Data items:

# # #

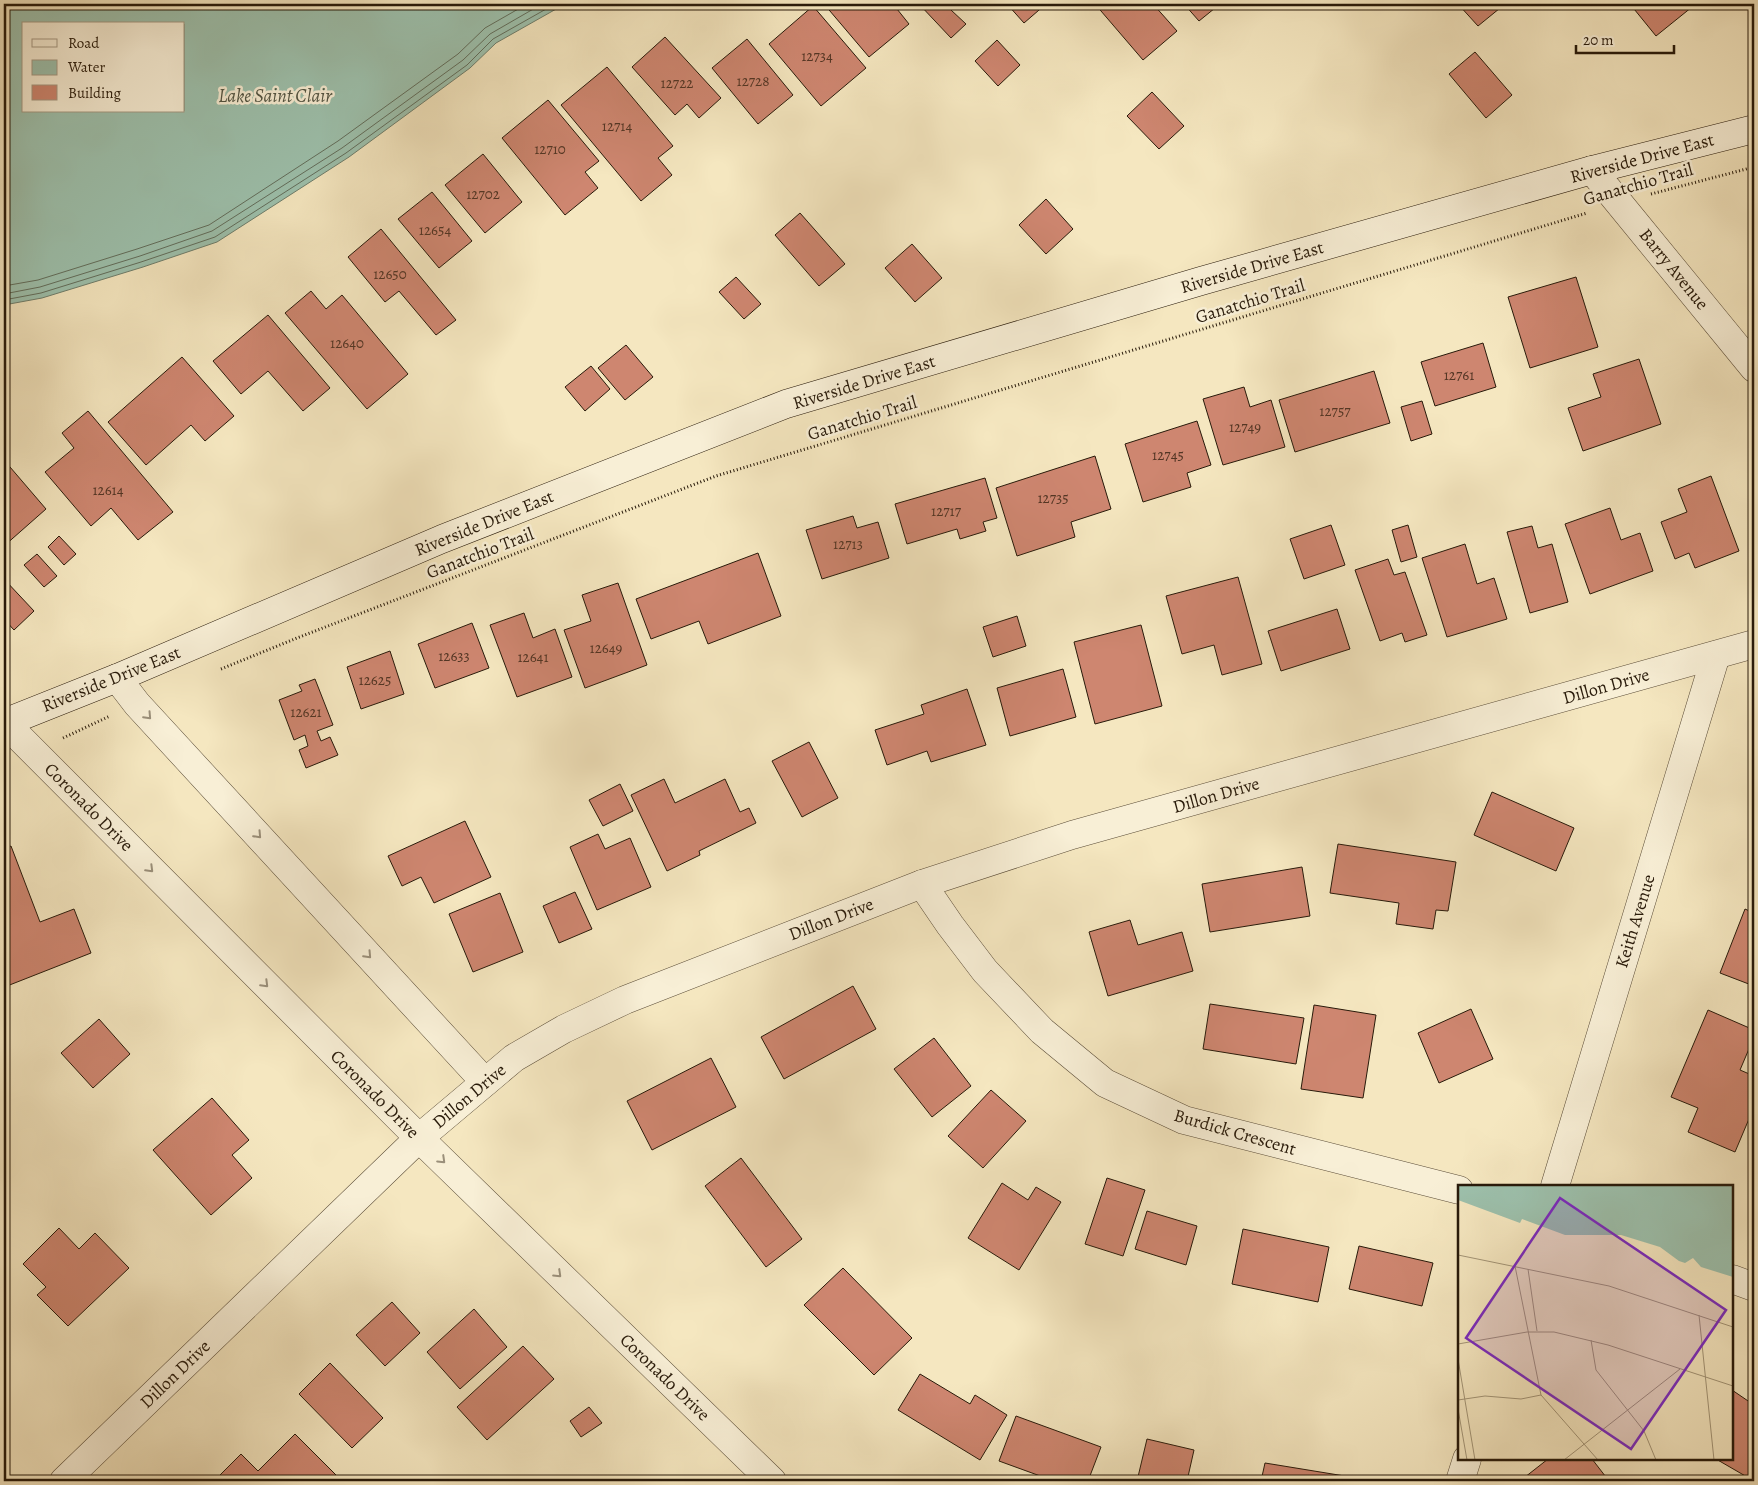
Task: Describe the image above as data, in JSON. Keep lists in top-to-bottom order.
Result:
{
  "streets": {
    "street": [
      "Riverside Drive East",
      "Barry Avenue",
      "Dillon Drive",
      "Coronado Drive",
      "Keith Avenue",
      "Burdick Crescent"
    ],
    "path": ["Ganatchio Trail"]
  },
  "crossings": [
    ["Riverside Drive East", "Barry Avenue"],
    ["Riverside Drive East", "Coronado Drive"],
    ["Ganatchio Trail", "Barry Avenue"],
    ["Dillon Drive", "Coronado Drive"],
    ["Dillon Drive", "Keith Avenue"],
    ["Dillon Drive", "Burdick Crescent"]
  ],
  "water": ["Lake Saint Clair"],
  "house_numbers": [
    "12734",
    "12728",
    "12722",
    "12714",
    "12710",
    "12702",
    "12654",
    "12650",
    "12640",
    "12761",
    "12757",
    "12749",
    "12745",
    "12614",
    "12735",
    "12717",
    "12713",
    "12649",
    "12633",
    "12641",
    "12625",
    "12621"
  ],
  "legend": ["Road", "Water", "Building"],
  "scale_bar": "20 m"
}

# # #

• [YOUR OBJECTIVE]: Repeat every entry exactly. Do not include the pictures.

• [WRITTEN SOLUTION]:
Task: Describe the image above as data, in JSON. Keep lists in top-to-bottom order.
Result:
{
  "streets": {
    "street": [
      "Riverside Drive East",
      "Barry Avenue",
      "Dillon Drive",
      "Coronado Drive",
      "Keith Avenue",
      "Burdick Crescent"
    ],
    "path": ["Ganatchio Trail"]
  },
  "crossings": [
    ["Riverside Drive East", "Barry Avenue"],
    ["Riverside Drive East", "Coronado Drive"],
    ["Ganatchio Trail", "Barry Avenue"],
    ["Dillon Drive", "Coronado Drive"],
    ["Dillon Drive", "Keith Avenue"],
    ["Dillon Drive", "Burdick Crescent"]
  ],
  "water": ["Lake Saint Clair"],
  "house_numbers": [
    "12734",
    "12728",
    "12722",
    "12714",
    "12710",
    "12702",
    "12654",
    "12650",
    "12640",
    "12761",
    "12757",
    "12749",
    "12745",
    "12614",
    "12735",
    "12717",
    "12713",
    "12649",
    "12633",
    "12641",
    "12625",
    "12621"
  ],
  "legend": ["Road", "Water", "Building"],
  "scale_bar": "20 m"
}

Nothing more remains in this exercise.